** Exercise requirements **
All of the data below must be reproduced word for word, but without its images.
BEGIN Information
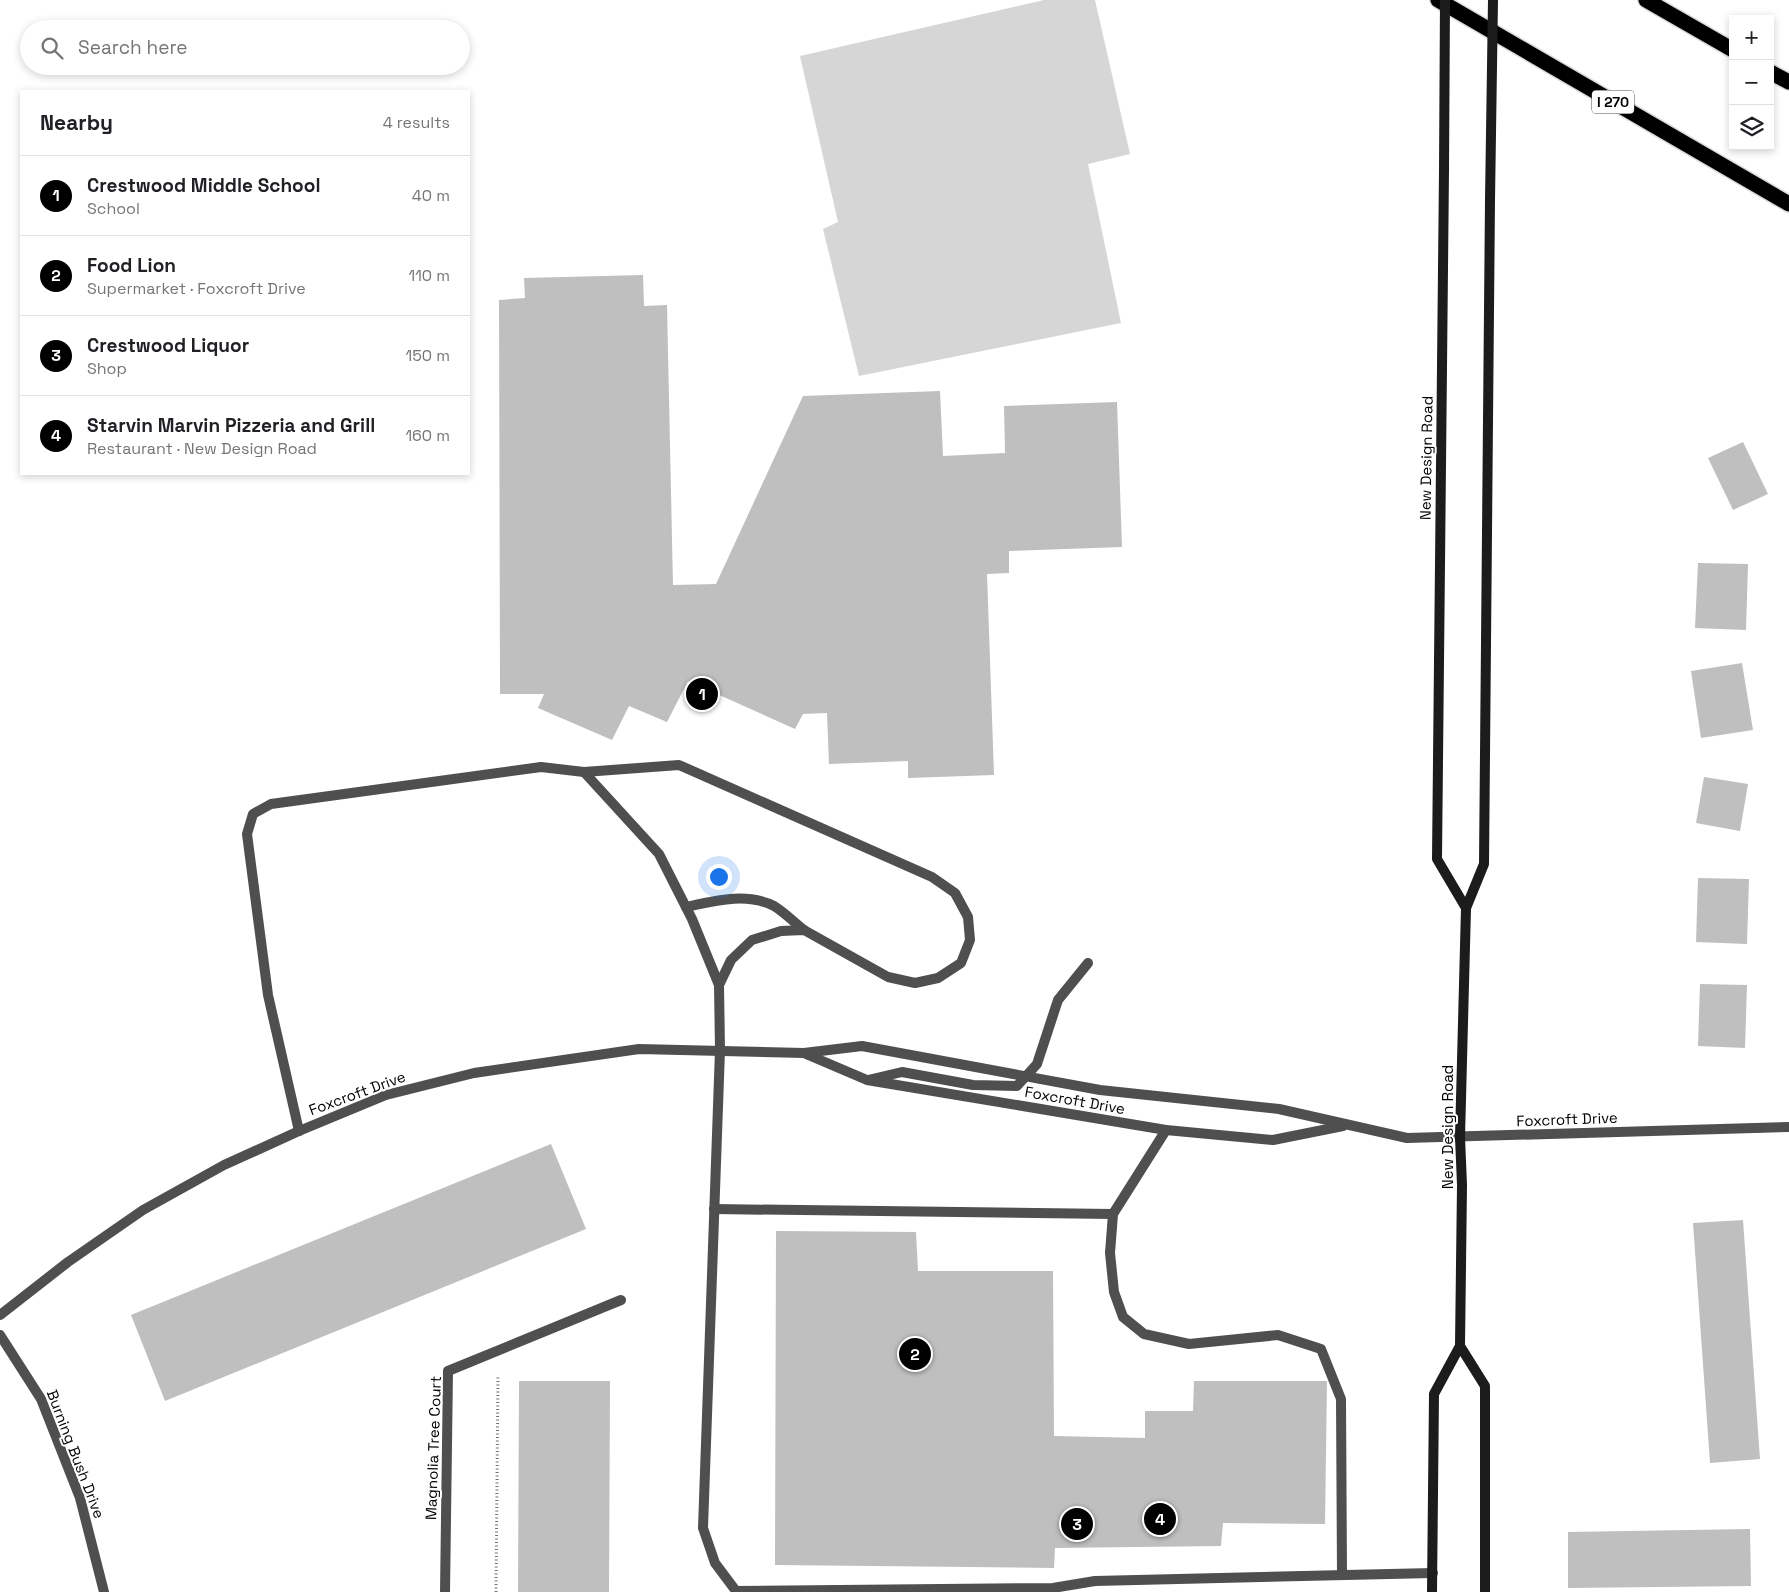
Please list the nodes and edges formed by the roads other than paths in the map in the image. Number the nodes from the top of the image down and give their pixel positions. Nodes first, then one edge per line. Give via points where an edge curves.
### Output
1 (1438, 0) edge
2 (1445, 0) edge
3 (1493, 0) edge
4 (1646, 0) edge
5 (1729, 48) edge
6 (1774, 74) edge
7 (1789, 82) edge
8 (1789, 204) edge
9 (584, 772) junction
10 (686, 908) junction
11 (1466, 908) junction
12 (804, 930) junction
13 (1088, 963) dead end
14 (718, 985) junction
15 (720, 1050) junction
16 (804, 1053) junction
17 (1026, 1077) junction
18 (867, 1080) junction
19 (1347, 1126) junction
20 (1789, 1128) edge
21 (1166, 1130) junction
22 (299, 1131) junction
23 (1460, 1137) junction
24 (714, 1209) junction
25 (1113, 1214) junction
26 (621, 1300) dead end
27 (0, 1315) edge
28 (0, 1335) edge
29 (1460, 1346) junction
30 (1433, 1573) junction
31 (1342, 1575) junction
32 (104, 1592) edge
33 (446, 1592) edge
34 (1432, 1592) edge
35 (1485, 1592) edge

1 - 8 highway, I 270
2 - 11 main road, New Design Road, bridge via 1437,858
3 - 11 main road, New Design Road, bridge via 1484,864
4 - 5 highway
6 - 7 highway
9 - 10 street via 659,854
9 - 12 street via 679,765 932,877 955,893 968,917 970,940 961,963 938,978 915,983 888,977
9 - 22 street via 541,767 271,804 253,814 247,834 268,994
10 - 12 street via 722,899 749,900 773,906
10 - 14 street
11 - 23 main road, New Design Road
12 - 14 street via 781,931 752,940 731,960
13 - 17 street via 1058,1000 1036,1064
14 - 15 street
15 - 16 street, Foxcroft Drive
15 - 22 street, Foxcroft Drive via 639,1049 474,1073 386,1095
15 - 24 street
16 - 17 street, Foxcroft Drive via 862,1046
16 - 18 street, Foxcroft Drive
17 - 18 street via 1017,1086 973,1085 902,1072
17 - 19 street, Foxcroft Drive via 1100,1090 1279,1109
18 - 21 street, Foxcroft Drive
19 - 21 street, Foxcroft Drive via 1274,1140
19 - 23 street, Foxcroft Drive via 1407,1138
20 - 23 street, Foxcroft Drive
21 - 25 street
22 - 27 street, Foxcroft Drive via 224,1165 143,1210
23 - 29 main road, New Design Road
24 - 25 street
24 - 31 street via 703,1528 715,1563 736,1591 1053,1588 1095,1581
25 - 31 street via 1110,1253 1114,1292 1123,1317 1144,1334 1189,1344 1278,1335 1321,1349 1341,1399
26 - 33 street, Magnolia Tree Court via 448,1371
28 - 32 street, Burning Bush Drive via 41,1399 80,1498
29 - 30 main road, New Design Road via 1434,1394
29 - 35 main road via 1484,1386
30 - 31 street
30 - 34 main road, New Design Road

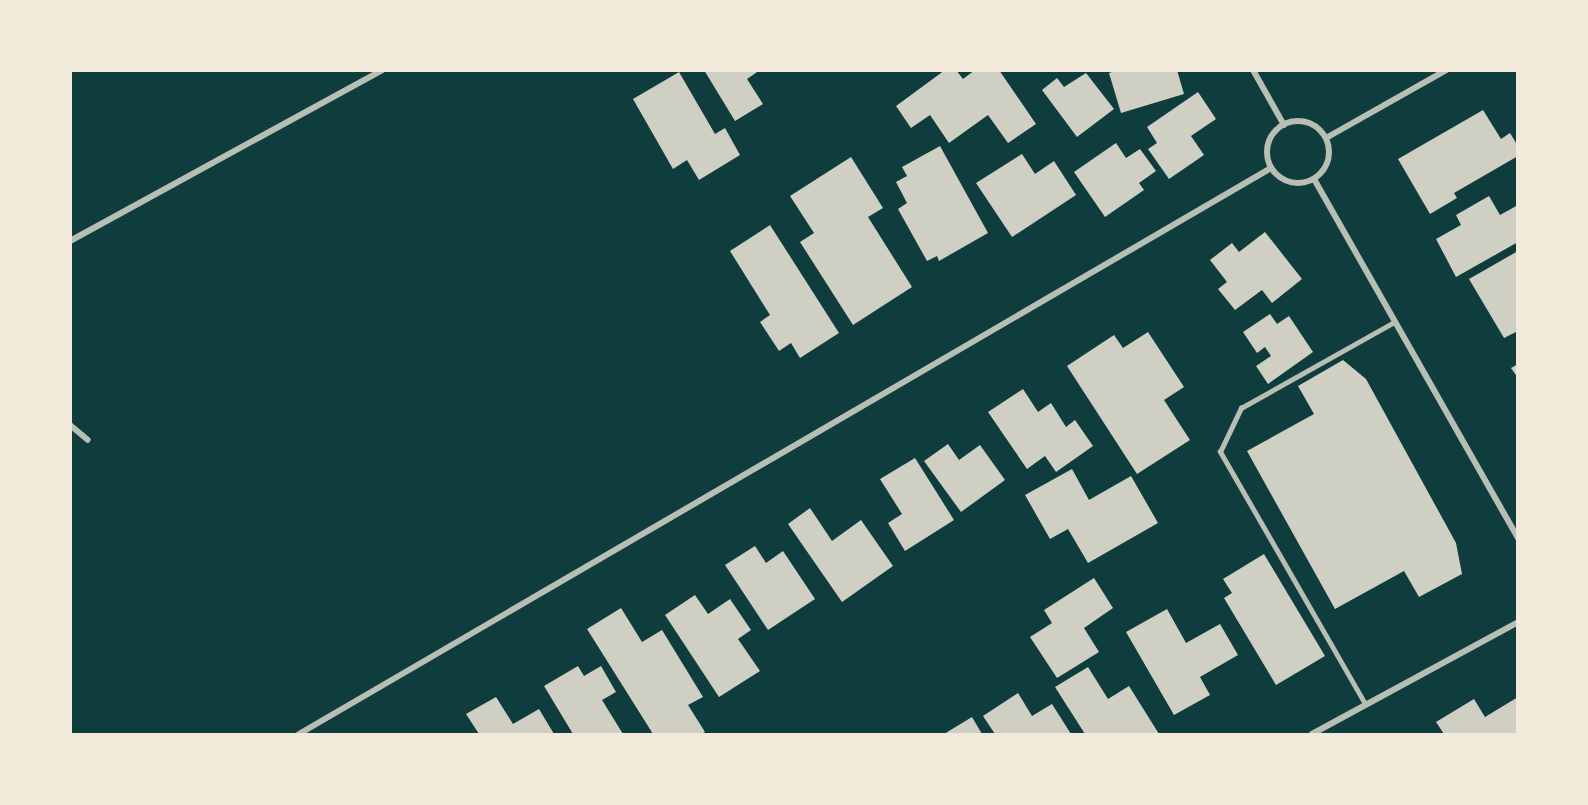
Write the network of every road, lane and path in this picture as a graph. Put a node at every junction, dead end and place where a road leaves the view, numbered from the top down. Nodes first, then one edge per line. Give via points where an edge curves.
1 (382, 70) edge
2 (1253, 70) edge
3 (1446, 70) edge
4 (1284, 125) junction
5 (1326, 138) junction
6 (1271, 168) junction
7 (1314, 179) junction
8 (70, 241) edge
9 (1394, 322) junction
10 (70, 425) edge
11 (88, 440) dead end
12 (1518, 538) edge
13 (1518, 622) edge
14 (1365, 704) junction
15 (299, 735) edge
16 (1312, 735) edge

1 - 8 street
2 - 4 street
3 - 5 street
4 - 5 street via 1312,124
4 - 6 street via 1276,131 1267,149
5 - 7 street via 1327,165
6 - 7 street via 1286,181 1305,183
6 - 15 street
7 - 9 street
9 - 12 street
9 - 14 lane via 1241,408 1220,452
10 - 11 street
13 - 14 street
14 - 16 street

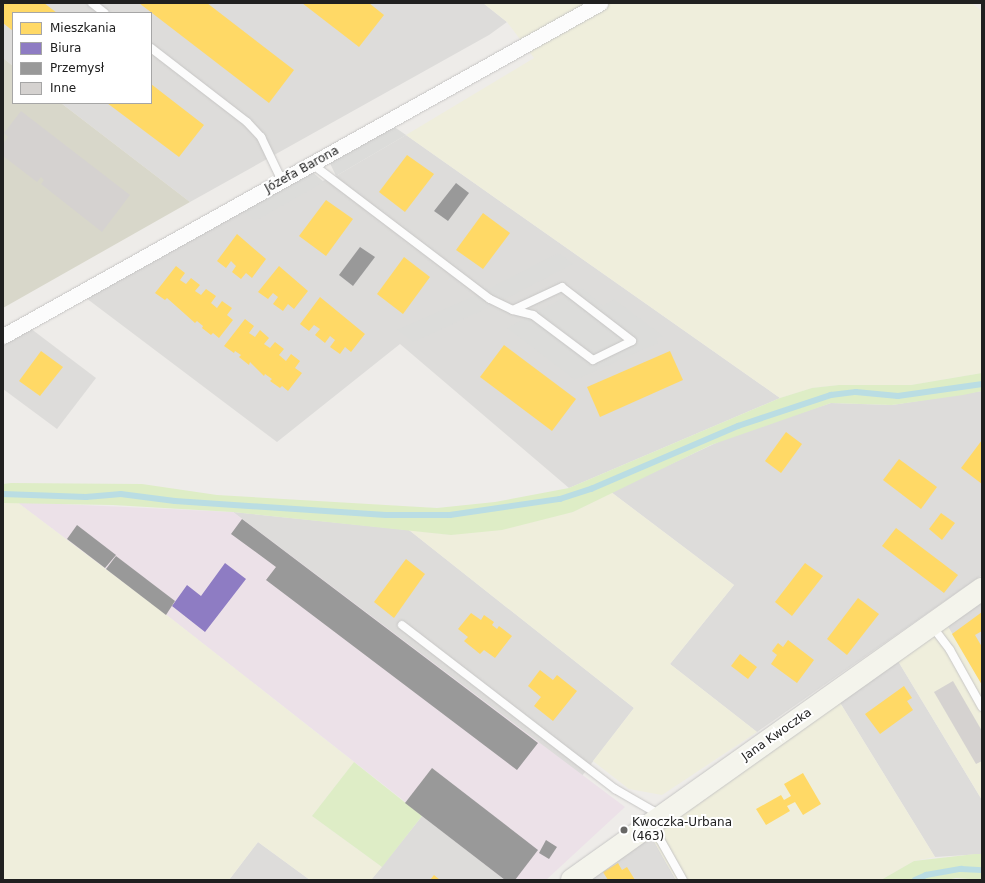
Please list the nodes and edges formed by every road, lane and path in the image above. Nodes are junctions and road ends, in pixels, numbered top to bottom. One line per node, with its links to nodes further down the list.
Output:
END Information
** Exercise response **
Please list the nodes and edges formed by the roads other than paths in the map in the image. Number the nodes from the top of the image down and give their pixel positions. Nodes first, then one edge per line. Give via points where an edge curves.
### Output
1 (1438, 0) edge
2 (1445, 0) edge
3 (1493, 0) edge
4 (1646, 0) edge
5 (1729, 48) edge
6 (1774, 74) edge
7 (1789, 82) edge
8 (1789, 204) edge
9 (584, 772) junction
10 (686, 908) junction
11 (1466, 908) junction
12 (804, 930) junction
13 (1088, 963) dead end
14 (718, 985) junction
15 (720, 1050) junction
16 (804, 1053) junction
17 (1026, 1077) junction
18 (867, 1080) junction
19 (1347, 1126) junction
20 (1789, 1128) edge
21 (1166, 1130) junction
22 (299, 1131) junction
23 (1460, 1137) junction
24 (714, 1209) junction
25 (1113, 1214) junction
26 (621, 1300) dead end
27 (0, 1315) edge
28 (0, 1335) edge
29 (1460, 1346) junction
30 (1433, 1573) junction
31 (1342, 1575) junction
32 (104, 1592) edge
33 (446, 1592) edge
34 (1432, 1592) edge
35 (1485, 1592) edge

1 - 8 highway, I 270
2 - 11 main road, New Design Road, bridge via 1437,858
3 - 11 main road, New Design Road, bridge via 1484,864
4 - 5 highway
6 - 7 highway
9 - 10 street via 659,854
9 - 12 street via 679,765 932,877 955,893 968,917 970,940 961,963 938,978 915,983 888,977
9 - 22 street via 541,767 271,804 253,814 247,834 268,994
10 - 12 street via 722,899 749,900 773,906
10 - 14 street
11 - 23 main road, New Design Road
12 - 14 street via 781,931 752,940 731,960
13 - 17 street via 1058,1000 1036,1064
14 - 15 street
15 - 16 street, Foxcroft Drive
15 - 22 street, Foxcroft Drive via 639,1049 474,1073 386,1095
15 - 24 street
16 - 17 street, Foxcroft Drive via 862,1046
16 - 18 street, Foxcroft Drive
17 - 18 street via 1017,1086 973,1085 902,1072
17 - 19 street, Foxcroft Drive via 1100,1090 1279,1109
18 - 21 street, Foxcroft Drive
19 - 21 street, Foxcroft Drive via 1274,1140
19 - 23 street, Foxcroft Drive via 1407,1138
20 - 23 street, Foxcroft Drive
21 - 25 street
22 - 27 street, Foxcroft Drive via 224,1165 143,1210
23 - 29 main road, New Design Road
24 - 25 street
24 - 31 street via 703,1528 715,1563 736,1591 1053,1588 1095,1581
25 - 31 street via 1110,1253 1114,1292 1123,1317 1144,1334 1189,1344 1278,1335 1321,1349 1341,1399
26 - 33 street, Magnolia Tree Court via 448,1371
28 - 32 street, Burning Bush Drive via 41,1399 80,1498
29 - 30 main road, New Design Road via 1434,1394
29 - 35 main road via 1484,1386
30 - 31 street
30 - 34 main road, New Design Road

Write the network of every road, lane and path in this picture as a graph. Put a node at every junction, dead end and place where a road leaves the view, numbered from the top down. Nodes first, then one edge per line. Give via points where an edge curves.
1 (382, 70) edge
2 (1253, 70) edge
3 (1446, 70) edge
4 (1284, 125) junction
5 (1326, 138) junction
6 (1271, 168) junction
7 (1314, 179) junction
8 (70, 241) edge
9 (1394, 322) junction
10 (70, 425) edge
11 (88, 440) dead end
12 (1518, 538) edge
13 (1518, 622) edge
14 (1365, 704) junction
15 (299, 735) edge
16 (1312, 735) edge

1 - 8 street
2 - 4 street
3 - 5 street
4 - 5 street via 1312,124
4 - 6 street via 1276,131 1267,149
5 - 7 street via 1327,165
6 - 7 street via 1286,181 1305,183
6 - 15 street
7 - 9 street
9 - 12 street
9 - 14 lane via 1241,408 1220,452
10 - 11 street
13 - 14 street
14 - 16 street

Please list the nodes and edges formed by every road, lane and path in the image above. Nodes are junctions and road ends, in pixels, numbered top to bottom. One line per node, with its links to nodes further down the list.
Output:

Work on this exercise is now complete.